Éditorial : Côte-du-Sud sera en voiture

Éditorial : Côte-du-Sud sera en voiture

Dans le sens des aiguilles d'une montre, à partir d'en haut à gauche : Simon Laboissonnière (PLQ), Guillaume Dufour (QS), Marie-Ève Proulx (CAQ) et Michel Forget (PQ).

Crédit photo : Courtoisies

Peu importe quel candidat ou quelle candidate sera élu(e) à l’élection du 1er octobre 2018 dans la circonscription de Côte-du-Sud, la région sera en voiture.

Sans diminuer la qualité des candidats des précédentes élections, force est de constater que la connaissance des dossiers, la facilité de communication, l’apparente sincérité et le désir de représenter la circonscription unissent les quatre principaux candidats à l’élection. Le comté a droit à une lutte à quatre individus de qualité.

Tous semblent animer du désir de vouloir représenter la région, même si c’est peine perdue pour certains d’entre eux. Questionnés pendant une heure sur des enjeux précis, tous sans exception avaient une grande connaissance des dossiers et parfois des engagements concrets à proposer.

Ce qui rend la tâche difficile pour les indécis.

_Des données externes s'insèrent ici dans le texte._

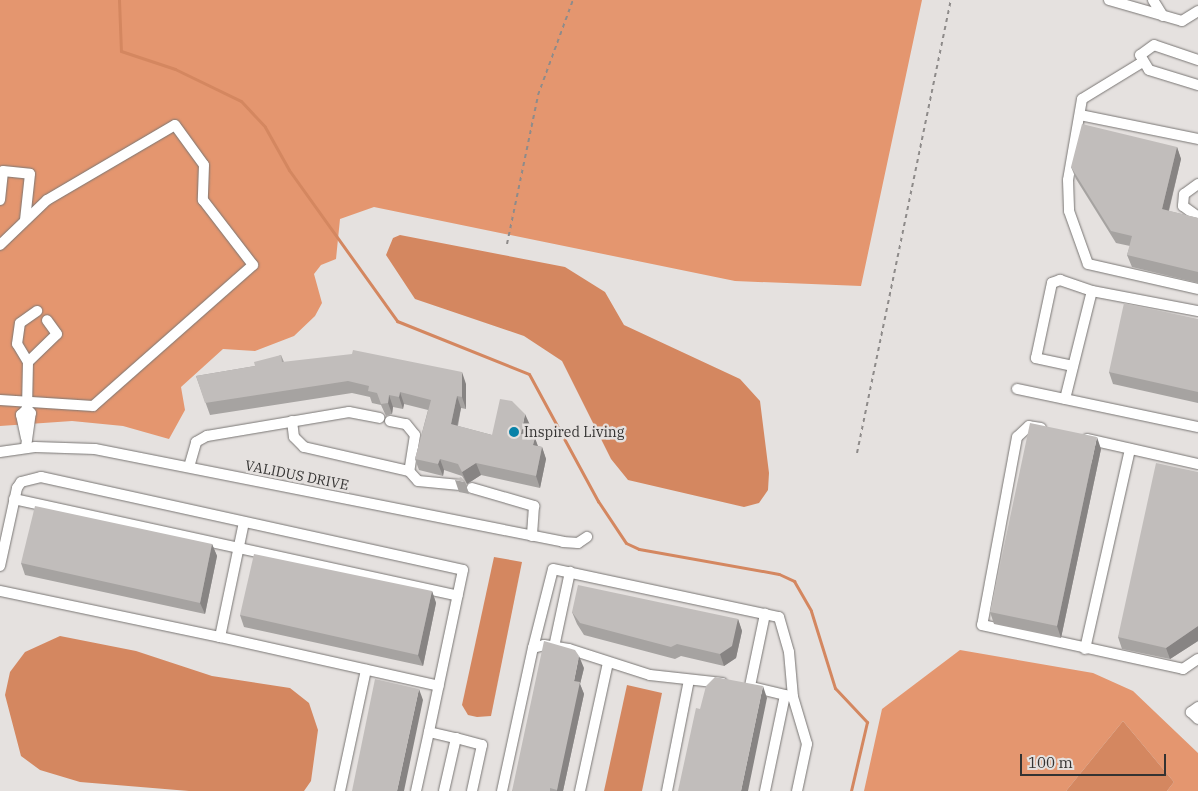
<!DOCTYPE html>
<style>
body{margin:0}
#map{position:relative;width:1198px;height:791px;overflow:hidden;background:#e5e1df;font-family:"IBM Plex Serif",serif}
div>[style]{position:absolute}
[style*='--x']{left:calc(var(--x)*1px);top:calc(var(--y)*1px);width:calc(var(--w)*1px);rotate:calc(var(--a)*1deg)}
.forest>*{inset:0;background:#e4966f}
.water>*{inset:0;background:#d48760}
.stream>*{height:3px;margin:-1.5px;padding:0 1.5px;transform-origin:1.5px;border-radius:1.5px;background:#d48760}
.path>*{height:2px;margin-top:-1px;transform-origin:0;background:repeating-linear-gradient(90deg,#8e8b8a 0 4px,transparent 0 8px)}
.roads{filter:drop-shadow(0 0 1px #797674) drop-shadow(0 0 1px #797674)}
.minor>*{height:10px;margin:-5px;padding:0 5px;transform-origin:5px;border-radius:5px;background:#fff}
.wall>*{inset:0;background:#a6a3a1}
.shaded-wall>*{inset:0;background:#878483}
.building>*{inset:0;background:#c1bdbb}
.dots>*{width:14px;height:14px;translate:-50% -50%;box-sizing:border-box;border:2px solid #e5e1df;border-radius:50%}
span{translate:-50% -50%;white-space:nowrap;text-align:center;line-height:1.15;-webkit-text-stroke:5px #e5e1df;paint-order:stroke}
.poi-label{font-size:14px;color:#343332}
.left{translate:0 -50%;text-align:left}
.street-label{font-size:14px;color:#343332}
.scale{position:absolute;left:1020px;top:754px;width:146px;height:22px;box-sizing:border-box;border:2px solid #343332;border-top:0;padding-left:6px;font-size:15px;line-height:18px;white-space:nowrap;color:#343332;-webkit-text-stroke:4px #e5e1df;paint-order:stroke}
</style>
<div id="map">
<div class="forest">
<i style="clip-path:polygon(0 0,922px 0,861px 286px,735px 281px,374px 207px,340px 219px,336px 259px,321px 265px,314px 274px,322px 303px,315px 316px,294px 336px,255px 351px,223px 349px,181px 387px,185px 410px,169px 439px,123px 426px,72px 421px,0 426px)"></i>
<i style="clip-path:polygon(960px 650px,1093px 673px,1133px 691px,1198px 753px,1198px 791px,1167px 791px,1174px 782px,1123px 721px,1066px 791px,864px 791px,882px 709px)"></i>
</div>
<div class="water">
<i style="clip-path:polygon(400px 235px,565px 267px,605px 292px,624px 325px,740px 379px,760px 401px,769px 473px,768px 490px,759px 503px,744px 507px,628px 480px,611px 459px,562px 361px,524px 336px,415px 299px,386px 255px,393px 238px)"></i>
<i style="clip-path:polygon(494px 557px,522px 562px,491px 716px,477px 717px,468px 715px,462px 705px)"></i>
<i style="clip-path:polygon(60px 636px,136px 651px,212px 676px,290px 688px,309px 703px,318px 730px,311px 781px,304px 791px,189px 791px,80px 782px,40px 770px,21px 756px,5px 695px,10px 672px,25px 652px)"></i>
<i style="clip-path:polygon(627px 685px,662px 693px,642px 791px,604px 791px)"></i>
<i style="clip-path:polygon(1123px 721px,1174px 782px,1167px 791px,1066px 791px)"></i>
</div>
<div class="stream">
<i style="--x:119;--y:0;--w:51;--a:87.8"></i>
<i style="--x:121;--y:51;--w:57;--a:18.4"></i>
<i style="--x:175;--y:69;--w:73;--a:25.9"></i>
<i style="--x:241;--y:101;--w:35;--a:47"></i>
<i style="--x:265;--y:127;--w:49;--a:60.8"></i>
<i style="--x:289;--y:170;--w:186;--a:54.4"></i>
<i style="--x:397;--y:321;--w:142;--a:21.9"></i>
<i style="--x:529;--y:374;--w:145;--a:61.5"></i>
<i style="--x:598;--y:501;--w:50;--a:56.3"></i>
<i style="--x:626;--y:543;--w:14;--a:25"></i>
<i style="--x:639;--y:549;--w:142;--a:10.1"></i>
<i style="--x:779;--y:574;--w:17;--a:25"></i>
<i style="--x:794;--y:581;--w:34;--a:60"></i>
<i style="--x:811;--y:611;--w:81;--a:72.7"></i>
<i style="--x:835;--y:688;--w:47;--a:46.7"></i>
<i style="--x:867;--y:722;--w:71;--a:103.1"></i>
</div>
<div class="path">
<i style="--x:507;--y:244;--w:152;--a:-78.2"></i>
<i style="--x:538;--y:95;--w:101;--a:-69.8"></i>
<i style="--x:857;--y:453;--w:463;--a:-78.3"></i>
</div>
<div class="roads">
<div class="minor">
<i style="--x:1109;--y:0;--w:76;--a:16"></i>
<i style="--x:1182;--y:21;--w:19;--a:-32"></i>
<i style="--x:1153;--y:0;--w:19;--a:58"></i>
<i style="--x:1198;--y:60;--w:46;--a:-161.2"></i>
<i style="--x:1154;--y:45;--w:17;--a:144"></i>
<i style="--x:1140;--y:55;--w:17;--a:59"></i>
<i style="--x:1149;--y:70;--w:51;--a:17"></i>
<i style="--x:1141;--y:63;--w:69;--a:148.6"></i>
<i style="--x:1082;--y:99;--w:82;--a:99.8"></i>
<i style="--x:1068;--y:180;--w:31;--a:88"></i>
<i style="--x:1069;--y:211;--w:56;--a:70.3"></i>
<i style="--x:1088;--y:264;--w:113;--a:12.8"></i>
<i style="--x:1080;--y:115;--w:120;--a:11.5"></i>
<i style="--x:1198;--y:184;--w:17;--a:144"></i>
<i style="--x:1184;--y:194;--w:12;--a:95"></i>
<i style="--x:1183;--y:206;--w:19;--a:36"></i>
<i style="--x:0;--y:200;--w:29;--a:-84"></i>
<i style="--x:3;--y:171;--w:27;--a:6"></i>
<i style="--x:30;--y:174;--w:46;--a:96.2"></i>
<i style="--x:0;--y:245;--w:65;--a:-43.8"></i>
<i style="--x:47;--y:200;--w:148;--a:-30.4"></i>
<i style="--x:175;--y:125;--w:49;--a:54.1"></i>
<i style="--x:204;--y:165;--w:35;--a:92"></i>
<i style="--x:203;--y:200;--w:82;--a:52.4"></i>
<i style="--x:253;--y:265;--w:213;--a:138.6"></i>
<i style="--x:93;--y:406;--w:93;--a:-176.3"></i>
<i style="--x:28;--y:362;--w:21;--a:-121"></i>
<i style="--x:17;--y:344;--w:21;--a:-82"></i>
<i style="--x:20;--y:323;--w:21;--a:-35"></i>
<i style="--x:1073;--y:366;--w:38;--a:-168"></i>
<i style="--x:1036;--y:358;--w:77;--a:-78"></i>
<i style="--x:1052;--y:283;--w:9;--a:-21"></i>
<i style="--x:1060;--y:280;--w:34;--a:19"></i>
<i style="--x:1017;--y:389;--w:185;--a:11.9"></i>
<i style="--x:1065;--y:399;--w:111;--a:-76"></i>
<i style="--x:1092;--y:291;--w:108;--a:10.7"></i>
<i style="--x:292;--y:421;--w:16;--a:83"></i>
<i style="--x:294;--y:437;--w:14;--a:45"></i>
<i style="--x:304;--y:447;--w:108;--a:12.9"></i>
<i style="--x:390;--y:421;--w:16;--a:11"></i>
<i style="--x:406;--y:424;--w:14;--a:51"></i>
<i style="--x:415;--y:435;--w:36;--a:99"></i>
<i style="--x:409;--y:471;--w:13;--a:48"></i>
<i style="--x:418;--y:481;--w:42;--a:5.4"></i>
<i style="--x:1041;--y:428;--w:12;--a:-171"></i>
<i style="--x:1029;--y:426;--w:16;--a:137"></i>
<i style="--x:1017;--y:437;--w:191;--a:100.5"></i>
<i style="--x:982;--y:625;--w:206;--a:12.3"></i>
<i style="--x:1183;--y:669;--w:18;--a:-34"></i>
<i style="--x:26;--y:438;--w:24;--a:-102"></i>
<i style="--x:21;--y:415;--w:8;--a:-45"></i>
<i style="--x:1087;--y:439;--w:114;--a:12.7"></i>
<i style="--x:26;--y:447;--w:34;--a:-82"></i>
<i style="--x:31;--y:413;--w:6;--a:-135"></i>
<i style="--x:27;--y:409;--w:47;--a:-88.8"></i>
<i style="--x:28;--y:362;--w:40;--a:-44"></i>
<i style="--x:57;--y:334;--w:17;--a:-126"></i>
<i style="--x:0;--y:452;--w:35;--a:-8"></i>
<i style="--x:35;--y:447;--w:60;--a:1.9"></i>
<i style="--x:95;--y:449;--w:477;--a:11.2"></i>
<i style="--x:563;--y:542;--w:15;--a:4"></i>
<i style="--x:578;--y:543;--w:11;--a:-34"></i>
<i style="--x:189;--y:467;--w:26;--a:-74"></i>
<i style="--x:196;--y:442;--w:13;--a:-29"></i>
<i style="--x:207;--y:436;--w:144;--a:-9.6"></i>
<i style="--x:349;--y:412;--w:31;--a:11"></i>
<i style="--x:472;--y:488;--w:65;--a:16.2"></i>
<i style="--x:534;--y:506;--w:30;--a:94"></i>
<i style="--x:14;--y:499;--w:454;--a:12.3"></i>
<i style="--x:0;--y:566;--w:80;--a:-77.7"></i>
<i style="--x:17;--y:488;--w:7;--a:-56"></i>
<i style="--x:21;--y:482;--w:21;--a:-14"></i>
<i style="--x:41;--y:477;--w:432;--a:12.4"></i>
<i style="--x:463;--y:570;--w:166;--a:101.9"></i>
<i style="--x:0;--y:591;--w:225;--a:11.8"></i>
<i style="--x:220;--y:637;--w:117;--a:-78.2"></i>
<i style="--x:220;--y:637;--w:224;--a:12.6"></i>
<i style="--x:554;--y:647;--w:77;--a:-78"></i>
<i style="--x:533;--y:648;--w:81;--a:-75.8"></i>
<i style="--x:553;--y:569;--w:231;--a:12"></i>
<i style="--x:779;--y:617;--w:36;--a:74"></i>
<i style="--x:789;--y:652;--w:45;--a:84.9"></i>
<i style="--x:1085;--y:649;--w:205;--a:-77.3"></i>
<i style="--x:750;--y:686;--w:74;--a:-78.2"></i>
<i style="--x:752;--y:687;--w:42;--a:13.7"></i>
<i style="--x:793;--y:697;--w:49;--a:73.4"></i>
<i style="--x:807;--y:744;--w:48;--a:102"></i>
<i style="--x:1198;--y:707;--w:9;--a:144"></i>
<i style="--x:1191;--y:712;--w:10;--a:45"></i>
<i style="--x:456;--y:738;--w:27;--a:15"></i>
<i style="--x:482;--y:745;--w:47;--a:102.3"></i>
<i style="--x:340;--y:791;--w:124;--a:-77.9"></i>
<i style="--x:416;--y:791;--w:60;--a:-77.6"></i>
<i style="--x:429;--y:732;--w:28;--a:13"></i>
<i style="--x:456;--y:738;--w:54;--a:102.8"></i>
<i style="--x:502;--y:791;--w:146;--a:-77.8"></i>
<i style="--x:533;--y:648;--w:11;--a:-15"></i>
<i style="--x:544;--y:645;--w:25;--a:9"></i>
<i style="--x:569;--y:649;--w:85;--a:17.8"></i>
<i style="--x:650;--y:675;--w:73;--a:6.3"></i>
<i style="--x:580;--y:791;--w:131;--a:-77.7"></i>
<i style="--x:667;--y:791;--w:113;--a:-78.8"></i>
<i style="--x:765;--y:791;--w:98;--a:-78.2"></i>
</div>
</div>
<div class="wall">
<i style="clip-path:polygon(1177px 147px,1181px 159px,1169px 211px,1198px 218px,1198px 283px,1132px 267px,1127px 255px,1130px 246px,1116px 243px,1076px 179px,1071px 167px)"></i>
<i style="clip-path:polygon(1198px 319px,1198px 403px,1113px 384px,1109px 372px)"></i>
<i style="clip-path:polygon(281px 355px,284px 362px,466px 384px,466px 409px,461px 408px,458px 426px,492px 435px,530px 425px,527px 436px,535px 438px,538px 446px,542px 447px,546px 459px,540px 488px,481px 475px,467px 484px,462px 476px,444px 470px,443px 476px,419px 470px,415px 459px,428px 410px,404px 404px,403px 409px,393px 407px,392px 414px,386px 416px,381px 405px,372px 403px,370px 397px,352px 393px,210px 415px,196px 376px,255px 366px)"></i>
<i style="clip-path:polygon(1101px 449px,1061px 638px,994px 624px,990px 612px)"></i>
<i style="clip-path:polygon(1198px 472px,1198px 641px,1170px 659px,1122px 649px,1118px 637px)"></i>
<i style="clip-path:polygon(455px 480px,465px 482px,469px 494px,459px 492px)"></i>
<i style="clip-path:polygon(212px 544px,217px 556px,205px 614px,25px 575px,21px 563px)"></i>
<i style="clip-path:polygon(432px 591px,436px 603px,423px 666px,244px 627px,240px 615px)"></i>
<i style="clip-path:polygon(572px 612px,738px 619px,742px 631px,736px 658px,724px 666px,681px 656px,675px 659px,584px 635px,577px 624px)"></i>
<i style="clip-path:polygon(584px 668px,580px 684px,584px 694px,563px 791px,512px 791px)"></i>
</div>
<div class="shaded-wall">
<i style="clip-path:polygon(1177px 147px,1181px 159px,1166px 221px,1162px 209px)"></i>
<i style="clip-path:polygon(462px 372px,466px 384px,466px 409px,462px 397px)"></i>
<i style="clip-path:polygon(400px 392px,404px 404px,403px 409px,399px 397px)"></i>
<i style="clip-path:polygon(389px 395px,393px 407px,392px 414px,388px 403px)"></i>
<i style="clip-path:polygon(457px 396px,461px 408px,455px 436px,451px 424px)"></i>
<i style="clip-path:polygon(525px 414px,530px 425px,525px 446px,521px 434px)"></i>
<i style="clip-path:polygon(1097px 437px,1101px 449px,1061px 638px,1057px 626px)"></i>
<i style="clip-path:polygon(535px 438px,539px 450px,533px 445px)"></i>
<i style="clip-path:polygon(542px 447px,546px 459px,540px 488px,536px 476px)"></i>
<i style="clip-path:polygon(440px 459px,444px 470px,443px 476px,438px 464px)"></i>
<i style="clip-path:polygon(476px 463px,481px 475px,467px 484px,462px 472px)"></i>
<i style="clip-path:polygon(212px 544px,217px 556px,205px 614px,200px 603px)"></i>
<i style="clip-path:polygon(432px 591px,436px 603px,423px 666px,418px 655px)"></i>
<i style="clip-path:polygon(738px 619px,742px 631px,736px 658px,724px 666px,720px 654px)"></i>
<i style="clip-path:polygon(1198px 626px,1198px 641px,1170px 659px,1166px 648px)"></i>
<i style="clip-path:polygon(579px 656px,584px 668px,580px 684px,584px 694px,563px 791px,557px 791px,557px 790px,574px 681px)"></i>
<i style="clip-path:polygon(763px 686px,767px 698px,748px 791px,741px 791px)"></i>
<i style="clip-path:polygon(419px 689px,423px 700px,404px 791px,397px 791px)"></i>
</div>
<div class="building">
<i style="clip-path:polygon(1082px 124px,1177px 147px,1162px 209px,1198px 218px,1198px 272px,1127px 255px,1132px 236px,1111px 231px,1071px 167px)"></i>
<i style="clip-path:polygon(1124px 303px,1198px 319px,1198px 392px,1109px 372px)"></i>
<i style="clip-path:polygon(353px 350px,462px 372px,462px 397px,457px 396px,451px 424px,492px 435px,500px 399px,512px 401px,525px 414px,521px 434px,535px 438px,533px 445px,542px 447px,536px 476px,476px 463px,462px 472px,458px 464px,440px 459px,438px 464px,415px 459px,431px 400px,400px 392px,399px 397px,389px 395px,388px 403px,381px 404px,377px 393px,368px 391px,369px 386px,348px 381px,205px 403px,196px 376px,255px 366px,254px 362px,281px 355px,282px 362px,352px 354px)"></i>
<i style="clip-path:polygon(1030px 423px,1097px 437px,1057px 626px,990px 612px)"></i>
<i style="clip-path:polygon(1156px 463px,1198px 472px,1198px 626px,1166px 648px,1118px 637px)"></i>
<i style="clip-path:polygon(461px 477px,465px 482px,455px 480px)"></i>
<i style="clip-path:polygon(35px 506px,212px 544px,200px 603px,21px 563px)"></i>
<i style="clip-path:polygon(254px 554px,432px 591px,418px 655px,240px 615px)"></i>
<i style="clip-path:polygon(578px 585px,738px 619px,732px 646px,720px 654px,677px 644px,671px 647px,580px 623px,572px 612px)"></i>
<i style="clip-path:polygon(544px 641px,575px 650px,579px 656px,574px 681px,580px 682px,557px 790px,550px 788px,550px 791px,512px 791px)"></i>
<i style="clip-path:polygon(715px 677px,763px 686px,741px 791px,678px 791px,696px 708px,700px 709px,706px 686px)"></i>
<i style="clip-path:polygon(375px 679px,419px 689px,397px 791px,352px 791px)"></i>
</div>
<div class="dots">
<i style="left:514px;top:432px;background:#0882a8"></i>
</div>
<div class="poi-label">
<span class="left" style="left:524px;top:432px">Inspired Living</span>
</div>
<div class="street-label">
<span style="left:297px;top:475px;rotate:11deg">VALIDUS DRIVE</span>
</div>
<div class="scale">100 m</div>
</div>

Guillaume Dufour de Québec solidaire connaît la plate-forme de son parti. Il a réussi à la régionaliser. Son discours est cohérent et accessible.

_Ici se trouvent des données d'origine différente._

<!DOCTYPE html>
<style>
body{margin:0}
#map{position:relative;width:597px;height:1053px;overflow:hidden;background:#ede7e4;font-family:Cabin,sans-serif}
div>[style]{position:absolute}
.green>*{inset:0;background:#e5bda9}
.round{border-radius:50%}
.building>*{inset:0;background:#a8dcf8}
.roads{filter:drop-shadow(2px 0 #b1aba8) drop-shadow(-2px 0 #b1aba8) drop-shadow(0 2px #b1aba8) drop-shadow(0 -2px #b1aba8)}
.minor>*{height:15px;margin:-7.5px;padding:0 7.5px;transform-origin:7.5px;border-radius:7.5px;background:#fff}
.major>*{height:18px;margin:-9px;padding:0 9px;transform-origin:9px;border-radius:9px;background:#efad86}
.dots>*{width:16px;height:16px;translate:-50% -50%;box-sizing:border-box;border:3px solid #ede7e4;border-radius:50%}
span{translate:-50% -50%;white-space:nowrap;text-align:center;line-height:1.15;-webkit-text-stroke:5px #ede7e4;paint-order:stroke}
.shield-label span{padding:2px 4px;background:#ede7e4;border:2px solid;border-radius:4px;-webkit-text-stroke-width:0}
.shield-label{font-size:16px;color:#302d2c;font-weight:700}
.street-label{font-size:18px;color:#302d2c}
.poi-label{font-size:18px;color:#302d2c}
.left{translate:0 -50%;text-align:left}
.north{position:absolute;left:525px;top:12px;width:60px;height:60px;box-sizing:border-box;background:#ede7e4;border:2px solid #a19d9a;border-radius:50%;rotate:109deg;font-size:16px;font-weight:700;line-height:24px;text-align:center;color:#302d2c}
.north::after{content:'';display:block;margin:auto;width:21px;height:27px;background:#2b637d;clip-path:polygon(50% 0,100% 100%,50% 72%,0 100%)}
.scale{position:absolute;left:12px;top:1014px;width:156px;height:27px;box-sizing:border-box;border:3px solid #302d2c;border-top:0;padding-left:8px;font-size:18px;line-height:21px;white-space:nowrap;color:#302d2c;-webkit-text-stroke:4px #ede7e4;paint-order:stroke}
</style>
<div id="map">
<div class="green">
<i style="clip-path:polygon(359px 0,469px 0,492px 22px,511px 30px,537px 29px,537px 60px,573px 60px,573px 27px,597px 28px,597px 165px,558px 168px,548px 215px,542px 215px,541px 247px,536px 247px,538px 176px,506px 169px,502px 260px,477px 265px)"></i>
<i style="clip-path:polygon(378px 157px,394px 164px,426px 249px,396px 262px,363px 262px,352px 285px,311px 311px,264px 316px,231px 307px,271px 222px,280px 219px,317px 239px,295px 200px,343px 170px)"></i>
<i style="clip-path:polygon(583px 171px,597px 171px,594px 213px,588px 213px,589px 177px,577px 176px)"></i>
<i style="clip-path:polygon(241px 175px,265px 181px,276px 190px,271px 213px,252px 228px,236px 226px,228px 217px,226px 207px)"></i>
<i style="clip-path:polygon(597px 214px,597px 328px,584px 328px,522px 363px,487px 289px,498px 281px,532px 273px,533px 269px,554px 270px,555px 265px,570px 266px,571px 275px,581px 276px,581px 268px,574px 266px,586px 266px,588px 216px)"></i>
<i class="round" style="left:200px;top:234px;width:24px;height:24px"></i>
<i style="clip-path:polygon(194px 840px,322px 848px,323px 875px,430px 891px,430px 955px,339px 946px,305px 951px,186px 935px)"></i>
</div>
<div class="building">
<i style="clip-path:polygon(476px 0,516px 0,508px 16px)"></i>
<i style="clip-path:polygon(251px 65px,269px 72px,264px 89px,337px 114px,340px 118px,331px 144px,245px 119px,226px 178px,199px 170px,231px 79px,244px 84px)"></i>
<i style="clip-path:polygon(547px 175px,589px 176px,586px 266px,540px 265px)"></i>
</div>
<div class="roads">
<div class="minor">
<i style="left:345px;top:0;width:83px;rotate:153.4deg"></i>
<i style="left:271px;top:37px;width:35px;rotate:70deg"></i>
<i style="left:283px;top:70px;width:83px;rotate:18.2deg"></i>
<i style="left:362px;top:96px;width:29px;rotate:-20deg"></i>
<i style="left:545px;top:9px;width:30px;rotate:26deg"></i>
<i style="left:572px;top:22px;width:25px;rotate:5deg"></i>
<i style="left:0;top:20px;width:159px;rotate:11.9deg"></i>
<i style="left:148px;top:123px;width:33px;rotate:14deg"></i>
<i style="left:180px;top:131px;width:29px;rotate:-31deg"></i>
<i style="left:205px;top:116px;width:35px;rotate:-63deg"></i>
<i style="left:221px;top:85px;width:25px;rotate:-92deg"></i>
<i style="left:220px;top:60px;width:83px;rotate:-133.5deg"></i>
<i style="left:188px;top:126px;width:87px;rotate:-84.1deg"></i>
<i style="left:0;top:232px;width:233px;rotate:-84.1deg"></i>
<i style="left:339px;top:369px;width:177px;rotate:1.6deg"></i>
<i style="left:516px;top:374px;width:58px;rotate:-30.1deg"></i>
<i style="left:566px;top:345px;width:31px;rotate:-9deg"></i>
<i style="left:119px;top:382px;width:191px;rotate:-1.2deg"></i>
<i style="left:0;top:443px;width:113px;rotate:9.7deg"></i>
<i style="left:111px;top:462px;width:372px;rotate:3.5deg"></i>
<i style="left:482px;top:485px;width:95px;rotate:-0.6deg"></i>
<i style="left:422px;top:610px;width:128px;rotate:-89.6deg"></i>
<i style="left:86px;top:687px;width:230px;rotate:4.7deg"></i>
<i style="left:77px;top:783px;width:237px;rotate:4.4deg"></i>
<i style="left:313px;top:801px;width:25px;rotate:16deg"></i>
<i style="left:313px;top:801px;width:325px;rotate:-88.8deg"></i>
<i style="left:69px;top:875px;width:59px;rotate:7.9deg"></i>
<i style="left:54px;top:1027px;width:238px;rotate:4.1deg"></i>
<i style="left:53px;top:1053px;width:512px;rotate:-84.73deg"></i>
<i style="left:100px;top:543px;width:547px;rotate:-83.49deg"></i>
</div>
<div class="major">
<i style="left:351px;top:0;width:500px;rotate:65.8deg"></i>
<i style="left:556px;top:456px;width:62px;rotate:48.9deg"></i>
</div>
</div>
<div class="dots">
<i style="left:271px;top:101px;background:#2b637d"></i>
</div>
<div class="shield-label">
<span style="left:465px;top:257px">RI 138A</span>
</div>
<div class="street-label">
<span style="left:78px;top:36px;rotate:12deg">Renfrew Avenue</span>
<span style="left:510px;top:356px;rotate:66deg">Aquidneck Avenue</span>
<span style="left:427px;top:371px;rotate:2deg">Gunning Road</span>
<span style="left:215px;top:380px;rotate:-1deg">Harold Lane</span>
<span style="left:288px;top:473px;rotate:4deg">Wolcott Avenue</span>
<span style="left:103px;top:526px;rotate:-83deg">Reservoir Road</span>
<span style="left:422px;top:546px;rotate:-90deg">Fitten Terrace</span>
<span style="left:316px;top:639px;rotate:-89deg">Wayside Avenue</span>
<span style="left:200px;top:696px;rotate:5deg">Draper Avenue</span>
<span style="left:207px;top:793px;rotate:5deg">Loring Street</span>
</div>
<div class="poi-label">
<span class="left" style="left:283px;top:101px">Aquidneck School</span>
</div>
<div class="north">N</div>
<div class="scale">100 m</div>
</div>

Michel Forget du Parti québécois a l’expérience et les convictions. Il est passé à l’action dans le cadre de son travail pour contrer la pénurie de main-d’œuvre, ce qui le rend crédible dans ses propositions, puisque c’est l’enjeu de la campagne.

Simon Laboissonnière du Parti libéral de Québec a une connaissance du fonctionnement politique qui ne s’achète pas, de par son passé d’attaché de presse. On ne sent pas que ses adversaires ont des années de plus que lui.

Marie-Eve Proulx de la Coalition avenir Québec semble s’être présentée pour les bonnes raisons et a une facilité à vulgariser les enjeux qui amène la confiance.

Tous se présentent comme de futurs députés qui sauront défendre leur région. Évidemment, nous sommes en campagne électorale et l’électorat doit être courtisé, mais reste que leur grande connaissance des enjeux de la région ne s’invente pas.

L’influence du parti

Quand les quatre candidats ressortent du lot de cette façon, cela rend la tâche plus ardue pour les indécis, qui sont très nombreux cette année.

Le travail du parti au national pourrait venir trancher la décision pour plusieurs, ce sur quoi les candidats n’ont aucun contrôle. Le dernier droit de la campagne commence tout juste. Les candidats auront arpenté du mieux qu’ils ont pu le grand comté de Côte-du-Sud, du fleuve aux terres, de la ville de Montmagny au petit village de Saint-Alexandre. Un comté de grandes disparités avec des enjeux parfois différents, parfois similaires, mais auxquels les candidats ont du s’adapter.

Sans passer à l’histoire, la campagne propre et durant laquelle on parle des vraies affaires laissera sans doute des traces positives.